DrCCTProf outputs data in a format which is compatible to HPCToolkin, a Java GUI used to visualize the information more easily than the raw text output.
### Call Path Importance
To detect issues with generated code performance, we often need to know how the code was reached. That way we can detect redundant/inefficient code. For example, this basic block appeared twice in my execution trace, is that redundant code in code generation or am I duplicating work? Without the call path this is hard to determine.
It also allows detection of:
- Memory Safety Issues: data races, out of bounds array access.
- Performance Issues: False sharing detection (cache issues), etc.
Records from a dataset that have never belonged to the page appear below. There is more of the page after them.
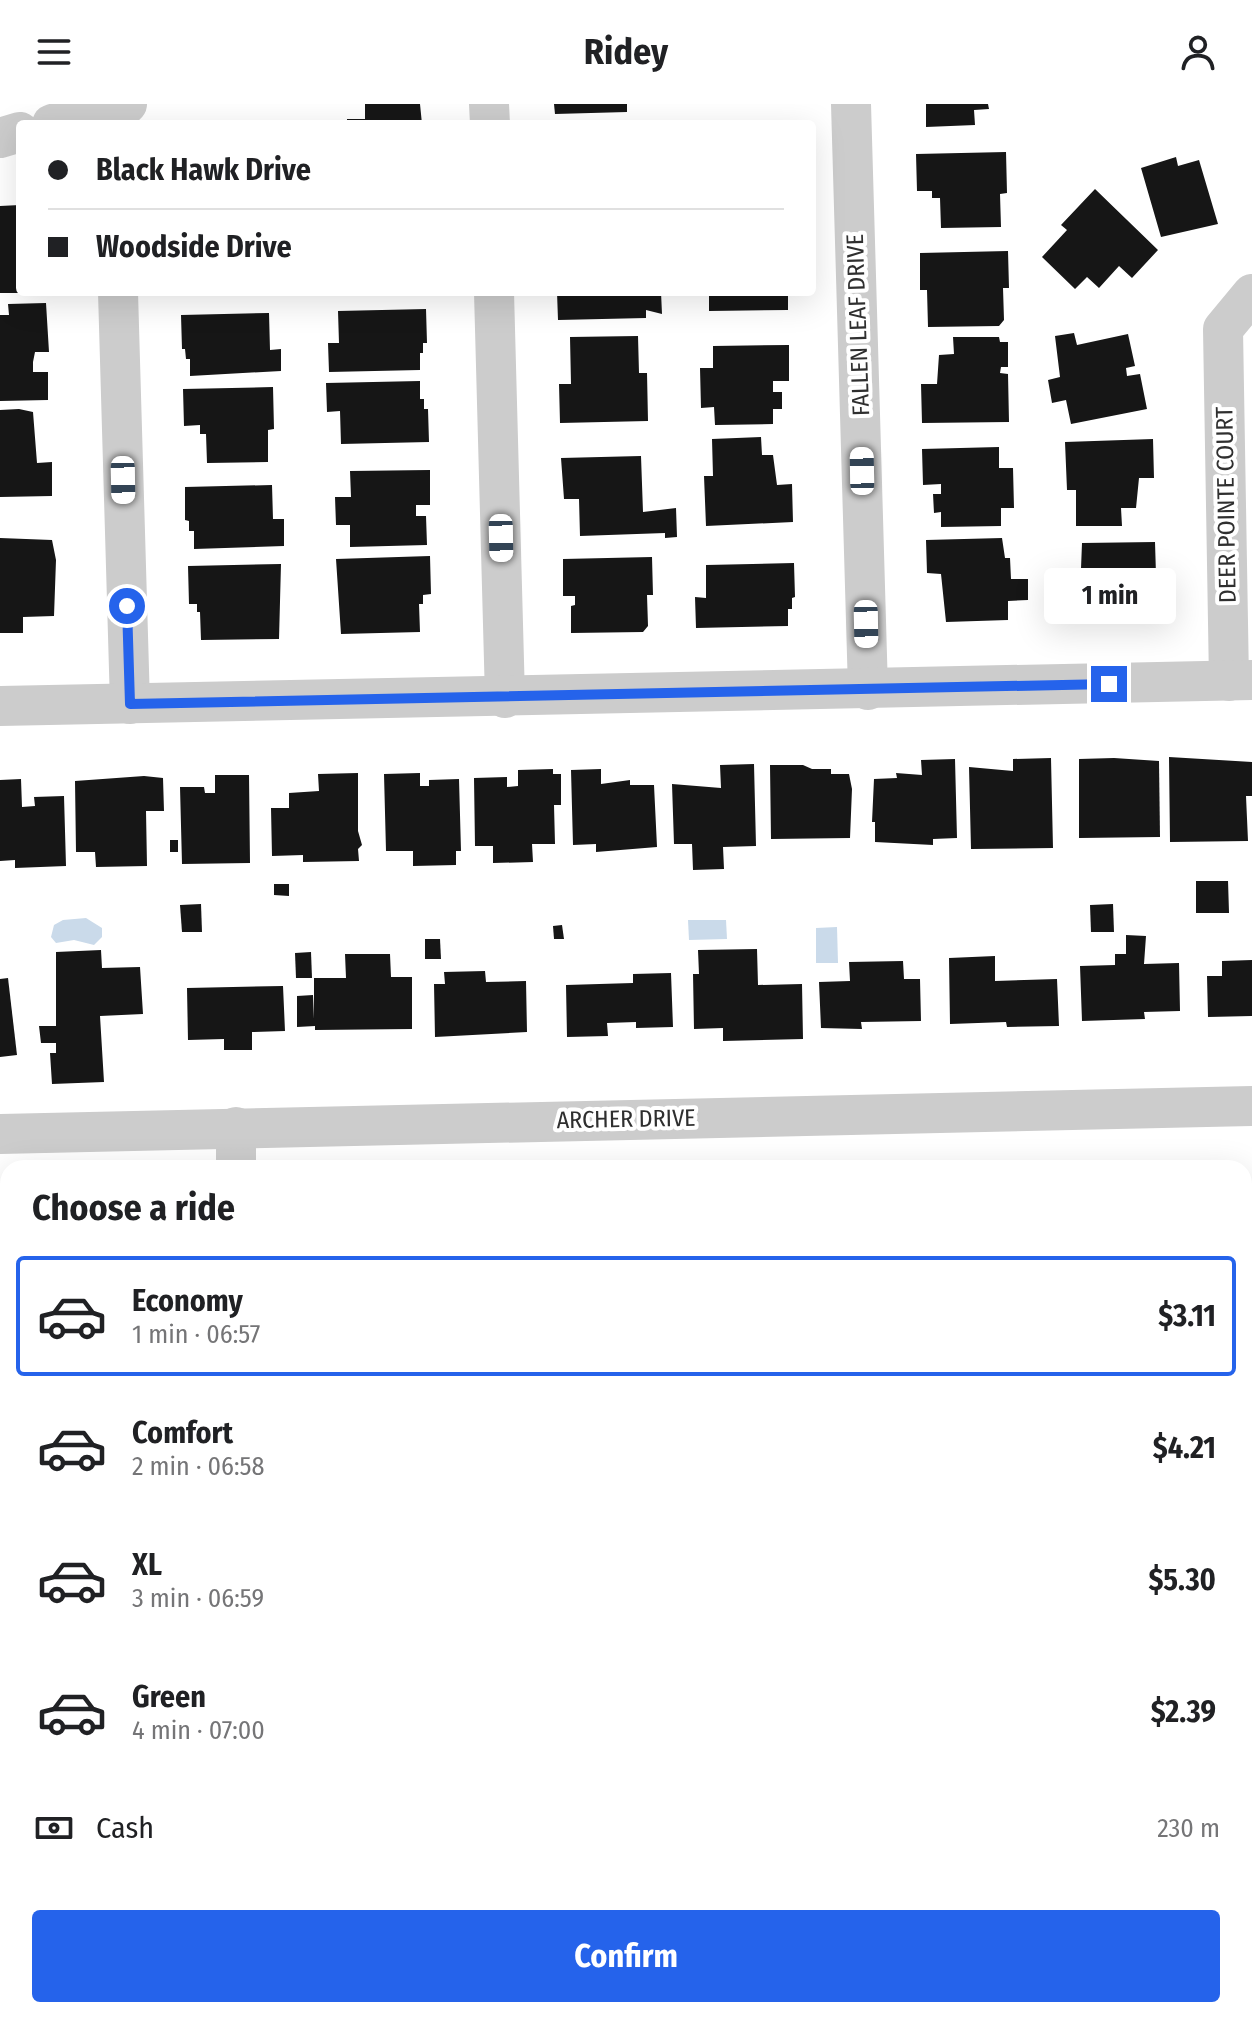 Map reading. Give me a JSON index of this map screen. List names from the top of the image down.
{
  "streets": {
    "street": ["FALLEN LEAF DRIVE", "DEER POINTE COURT", "ARCHER DRIVE"]
  },
  "page": {
    "header": "Ridey",
    "banner": ["Black Hawk Drive", "Woodside Drive"],
    "bubble": "1 min",
    "heading": "Choose a ride",
    "list": [
      {
        "name": "Economy",
        "note": "1 min · 06:57",
        "value": "$3.11"
      },
      {
        "name": "Comfort",
        "note": "2 min · 06:58",
        "value": "$4.21"
      },
      {
        "name": "XL",
        "note": "3 min · 06:59",
        "value": "$5.30"
      },
      {
        "name": "Green",
        "note": "4 min · 07:00",
        "value": "$2.39"
      }
    ],
    "pay": ["Cash", "230 m"],
    "buttons": "Confirm"
  }
}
### Data-centric DrCCTProf
By enabling data-centric detection in DrCCTProf, you keep track of every memory access and where it is allocated. That is, what call to malloc, is it on the stack, etc.
## DeadSpy
DeadSpy is a tool which can help analyze dead stores. Dead stores are memory writes with no intervening reads, so there are no effects of the write. The earlier write that does nothing is called the dead write and write that replaces that write is called the killing write.
DeadSpy, like DrCCTProf, analyzes machine code rather than the source code. This means it is a general purpose tool that works on many different languages (that compile to machine code).
Dead stores are most often caused by poor data structure choice, lack of design for performance (no restrict
, dead writes in source code, etc.), overly aggressive compile optimizations, and TODO.
What we care the most about here is understanding why poor machine code generation occurs. We can detect when we're being too aggressive with compiler optimizations (sometimes compiler optimizations introduce issues if they are applied in unexpected ways) or if we're being too conservative.